Forgo Your Fear of Feminist Fiction

Photo courtesy of sirihustvedt.net.

With the feminist-sounding title and the bright yellow cover that screams “beach read,” it is easy to write off The Summer Without Men at first glance as the literary version of a chick-flick.  As I opened the cover to read the synopsis, I was expecting an introduction to a Carrie Bradshaw-esque protagonist on the hunt for love.  Instead, I read about Mia Fredrickson, a woman in crisis after her husband of thirty years asked to “pause” their relationship.  Maybe I was surprised that author Siri Hustvedt’s novel deviated from the typical plot that I was expecting, or maybe I find guilty pleasure in stories centered around middle-aged women restarting their lives after a nasty breakup (e.g. Under the Tuscan Sun or Eat, Pray, Love), but either way, I was intrigued.

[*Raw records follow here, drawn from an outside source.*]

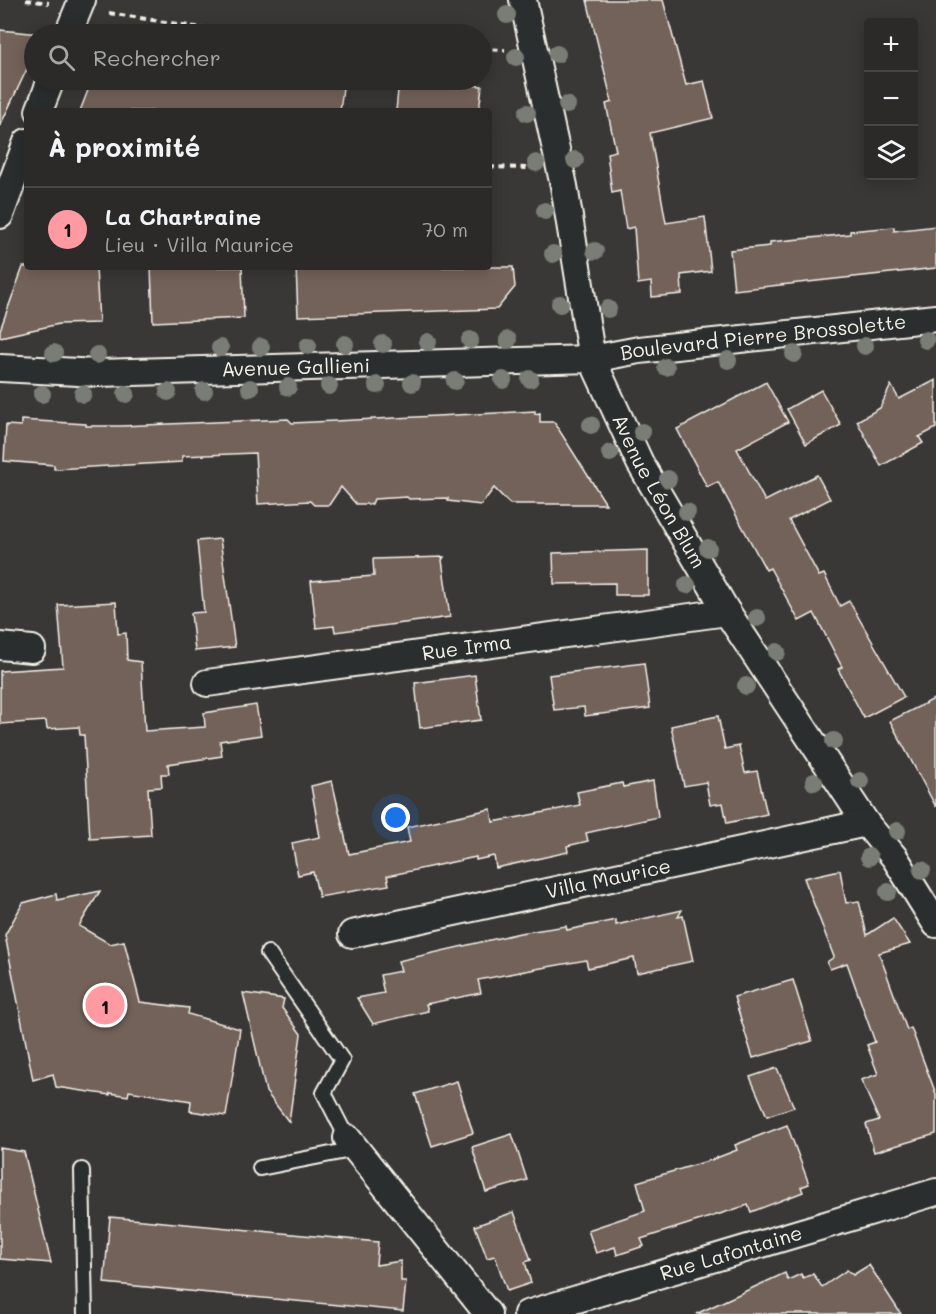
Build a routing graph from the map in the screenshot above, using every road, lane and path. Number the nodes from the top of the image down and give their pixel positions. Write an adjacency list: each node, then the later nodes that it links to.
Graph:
1 (26, 0): 3 (path)
2 (523, 0): 10 (street, Avenue Léon Blum)
3 (80, 4): 4 (street); 5 (path)
4 (72, 24)
5 (182, 24)
6 (47, 90): 7 (street)
7 (40, 108)
8 (24, 150): 11 (street)
9 (492, 167): 10 (path)
10 (561, 169): 13 (street, Avenue Léon Blum)
11 (0, 215)
12 (936, 318): 13 (street, Boulevard Pierre Brossolette)
13 (592, 359): 14 (street, Avenue Gallieni); 15 (street, Avenue Léon Blum)
14 (0, 368)
15 (727, 612): 18 (street, Rue Irma); 19 (street, Avenue Léon Blum)
16 (0, 646): 17 (street)
17 (32, 649)
18 (207, 682)
19 (866, 823): 20 (street, Avenue Léon Blum); 21 (street, Villa Maurice)
20 (936, 924)
21 (352, 934)
22 (268, 953): 23 (lane)
23 (351, 1143): 24 (lane); 28 (street)
24 (260, 1168)
25 (82, 1170): 27 (lane)
26 (936, 1192): 29 (street, Rue Lafontaine)
27 (85, 1314)
28 (488, 1314)
29 (527, 1314)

True to my track record with middle-aged rom-com stories, I found great enjoyment in reading The Summer Without Men.  Hustvedt employs a unique style of storytelling in this novel: the novel is written as if written by Mia herself.  She even goes so far as to explain why she chooses to recount stories in certain ways, reflecting on the occasional uselessness of chronology.  The book’s style is also unorthodox as the author heavily weaves poetry into prose, including poetry authored both by Mia and famous poets.  It would be easy for the transition between prose and poetry to read awkwardly, but I think Hustvedt does a great job of combining the two forms of writing.  In fact, the poetry serves to enrich the story, eliminating any chance of the novel being as superficial as I first thought it might be.

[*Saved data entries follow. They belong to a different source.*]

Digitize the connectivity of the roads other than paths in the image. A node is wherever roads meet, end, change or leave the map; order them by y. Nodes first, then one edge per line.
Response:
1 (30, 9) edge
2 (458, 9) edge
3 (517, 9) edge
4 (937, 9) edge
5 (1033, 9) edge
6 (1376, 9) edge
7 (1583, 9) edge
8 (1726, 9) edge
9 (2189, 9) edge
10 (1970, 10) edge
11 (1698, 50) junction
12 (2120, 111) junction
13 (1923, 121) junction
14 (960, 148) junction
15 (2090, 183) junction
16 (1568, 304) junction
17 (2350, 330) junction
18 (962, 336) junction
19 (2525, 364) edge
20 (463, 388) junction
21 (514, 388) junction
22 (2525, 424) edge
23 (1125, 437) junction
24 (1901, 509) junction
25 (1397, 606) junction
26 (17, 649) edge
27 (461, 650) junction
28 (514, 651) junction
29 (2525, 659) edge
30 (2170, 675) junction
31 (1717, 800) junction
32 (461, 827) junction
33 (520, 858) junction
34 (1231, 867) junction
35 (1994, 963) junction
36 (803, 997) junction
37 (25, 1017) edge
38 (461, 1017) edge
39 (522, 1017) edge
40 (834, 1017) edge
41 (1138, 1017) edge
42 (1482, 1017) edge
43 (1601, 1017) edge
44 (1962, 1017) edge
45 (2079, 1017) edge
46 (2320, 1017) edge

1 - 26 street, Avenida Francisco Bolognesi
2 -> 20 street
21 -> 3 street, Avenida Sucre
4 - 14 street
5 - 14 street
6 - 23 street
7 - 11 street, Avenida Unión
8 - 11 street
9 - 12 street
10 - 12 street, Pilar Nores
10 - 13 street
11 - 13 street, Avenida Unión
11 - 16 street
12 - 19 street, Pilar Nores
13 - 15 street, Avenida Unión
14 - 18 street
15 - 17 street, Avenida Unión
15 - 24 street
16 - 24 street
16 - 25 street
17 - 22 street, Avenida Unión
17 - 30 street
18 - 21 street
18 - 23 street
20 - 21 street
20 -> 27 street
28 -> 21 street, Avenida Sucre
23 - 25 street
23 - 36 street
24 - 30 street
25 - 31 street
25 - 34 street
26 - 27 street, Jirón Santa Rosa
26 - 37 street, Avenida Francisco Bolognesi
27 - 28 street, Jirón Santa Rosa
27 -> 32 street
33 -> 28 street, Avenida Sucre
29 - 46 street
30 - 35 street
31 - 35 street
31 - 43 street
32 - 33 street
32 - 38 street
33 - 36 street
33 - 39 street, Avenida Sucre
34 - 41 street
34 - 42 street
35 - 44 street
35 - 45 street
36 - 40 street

What I also loved about this book is that it is a feminist text—not in a man-hating, female-superiority kind of way, but because of the way that Mia analyzes relationships between women and men, relationships between women and women, and how both of these relationships are influenced by women’s socially-determined roles.  Mia observes females of every age group: her wild three-year-old neighbor Flora, her twelve- and thirteen-year old poetry students, her twenty-something mother-of-two neighbor, her middle-aged self, and her elderly mother and mother’s friends who reside in the local nursing home.  This focus on females at every age is subtle, but it shows the mental, physical, and sexual transformations females undergo as they grow up and the various struggles that come with each phase of life.

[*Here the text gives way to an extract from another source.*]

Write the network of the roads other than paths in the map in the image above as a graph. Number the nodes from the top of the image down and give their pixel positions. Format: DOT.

In less than two hundred pages, this novel deals with many, if not all, issues that every female faces, but it is relayed in a way that doesn’t seem cliché.  The reader grasps the importance of each struggle Mia undergoes or observes without the cheesiness that often goes along with these stories of self-discovery.  I think this book would be enlightening for both men and women to read in order to better understand the universal experiences of love and loss.